The task ->
Every entry below is to be copied exactly as written.

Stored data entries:
________________________

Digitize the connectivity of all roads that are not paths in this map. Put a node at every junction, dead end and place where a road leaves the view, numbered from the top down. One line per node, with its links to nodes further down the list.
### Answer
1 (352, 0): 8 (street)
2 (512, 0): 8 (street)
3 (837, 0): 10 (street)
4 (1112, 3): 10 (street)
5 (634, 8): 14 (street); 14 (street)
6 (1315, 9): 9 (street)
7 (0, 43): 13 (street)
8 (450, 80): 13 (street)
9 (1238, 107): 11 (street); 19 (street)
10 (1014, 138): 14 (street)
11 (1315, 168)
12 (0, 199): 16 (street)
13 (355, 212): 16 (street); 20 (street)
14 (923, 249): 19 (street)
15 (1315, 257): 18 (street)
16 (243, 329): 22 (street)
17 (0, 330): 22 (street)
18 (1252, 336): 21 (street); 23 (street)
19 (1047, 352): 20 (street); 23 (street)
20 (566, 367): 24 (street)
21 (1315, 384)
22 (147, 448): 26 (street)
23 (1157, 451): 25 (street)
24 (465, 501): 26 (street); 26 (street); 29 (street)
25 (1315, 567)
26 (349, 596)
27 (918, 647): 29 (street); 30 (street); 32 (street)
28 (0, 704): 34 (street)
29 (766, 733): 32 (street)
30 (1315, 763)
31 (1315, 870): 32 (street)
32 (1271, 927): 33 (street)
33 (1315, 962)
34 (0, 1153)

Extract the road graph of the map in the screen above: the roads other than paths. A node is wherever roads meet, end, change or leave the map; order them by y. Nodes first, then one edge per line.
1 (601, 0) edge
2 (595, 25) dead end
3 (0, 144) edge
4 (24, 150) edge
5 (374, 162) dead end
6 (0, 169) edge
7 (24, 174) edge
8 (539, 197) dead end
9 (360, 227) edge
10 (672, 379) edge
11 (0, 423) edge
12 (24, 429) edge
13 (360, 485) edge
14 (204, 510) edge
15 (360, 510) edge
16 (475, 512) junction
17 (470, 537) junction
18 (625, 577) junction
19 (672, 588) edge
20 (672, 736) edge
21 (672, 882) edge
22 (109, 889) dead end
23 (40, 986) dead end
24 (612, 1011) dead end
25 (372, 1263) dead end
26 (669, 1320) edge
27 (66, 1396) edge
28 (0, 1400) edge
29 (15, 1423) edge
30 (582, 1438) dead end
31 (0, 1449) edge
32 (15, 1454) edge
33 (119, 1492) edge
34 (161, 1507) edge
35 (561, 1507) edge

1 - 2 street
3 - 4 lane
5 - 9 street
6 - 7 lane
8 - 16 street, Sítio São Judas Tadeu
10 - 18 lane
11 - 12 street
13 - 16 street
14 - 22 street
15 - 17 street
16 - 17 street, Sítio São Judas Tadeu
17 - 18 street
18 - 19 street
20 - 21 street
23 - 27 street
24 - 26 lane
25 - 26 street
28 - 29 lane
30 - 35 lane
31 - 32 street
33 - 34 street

________________________

Answer space ->
Digitize the connectivity of all roads that are not paths in this map. Put a node at every junction, dead end and place where a road leaves the view, numbered from the top down. One line per node, with its links to nodes further down the list.
### Answer
1 (352, 0): 8 (street)
2 (512, 0): 8 (street)
3 (837, 0): 10 (street)
4 (1112, 3): 10 (street)
5 (634, 8): 14 (street); 14 (street)
6 (1315, 9): 9 (street)
7 (0, 43): 13 (street)
8 (450, 80): 13 (street)
9 (1238, 107): 11 (street); 19 (street)
10 (1014, 138): 14 (street)
11 (1315, 168)
12 (0, 199): 16 (street)
13 (355, 212): 16 (street); 20 (street)
14 (923, 249): 19 (street)
15 (1315, 257): 18 (street)
16 (243, 329): 22 (street)
17 (0, 330): 22 (street)
18 (1252, 336): 21 (street); 23 (street)
19 (1047, 352): 20 (street); 23 (street)
20 (566, 367): 24 (street)
21 (1315, 384)
22 (147, 448): 26 (street)
23 (1157, 451): 25 (street)
24 (465, 501): 26 (street); 26 (street); 29 (street)
25 (1315, 567)
26 (349, 596)
27 (918, 647): 29 (street); 30 (street); 32 (street)
28 (0, 704): 34 (street)
29 (766, 733): 32 (street)
30 (1315, 763)
31 (1315, 870): 32 (street)
32 (1271, 927): 33 (street)
33 (1315, 962)
34 (0, 1153)

Extract the road graph of the map in the screen above: the roads other than paths. A node is wherever roads meet, end, change or leave the map; order them by y. Nodes first, then one edge per line.
1 (601, 0) edge
2 (595, 25) dead end
3 (0, 144) edge
4 (24, 150) edge
5 (374, 162) dead end
6 (0, 169) edge
7 (24, 174) edge
8 (539, 197) dead end
9 (360, 227) edge
10 (672, 379) edge
11 (0, 423) edge
12 (24, 429) edge
13 (360, 485) edge
14 (204, 510) edge
15 (360, 510) edge
16 (475, 512) junction
17 (470, 537) junction
18 (625, 577) junction
19 (672, 588) edge
20 (672, 736) edge
21 (672, 882) edge
22 (109, 889) dead end
23 (40, 986) dead end
24 (612, 1011) dead end
25 (372, 1263) dead end
26 (669, 1320) edge
27 (66, 1396) edge
28 (0, 1400) edge
29 (15, 1423) edge
30 (582, 1438) dead end
31 (0, 1449) edge
32 (15, 1454) edge
33 (119, 1492) edge
34 (161, 1507) edge
35 (561, 1507) edge

1 - 2 street
3 - 4 lane
5 - 9 street
6 - 7 lane
8 - 16 street, Sítio São Judas Tadeu
10 - 18 lane
11 - 12 street
13 - 16 street
14 - 22 street
15 - 17 street
16 - 17 street, Sítio São Judas Tadeu
17 - 18 street
18 - 19 street
20 - 21 street
23 - 27 street
24 - 26 lane
25 - 26 street
28 - 29 lane
30 - 35 lane
31 - 32 street
33 - 34 street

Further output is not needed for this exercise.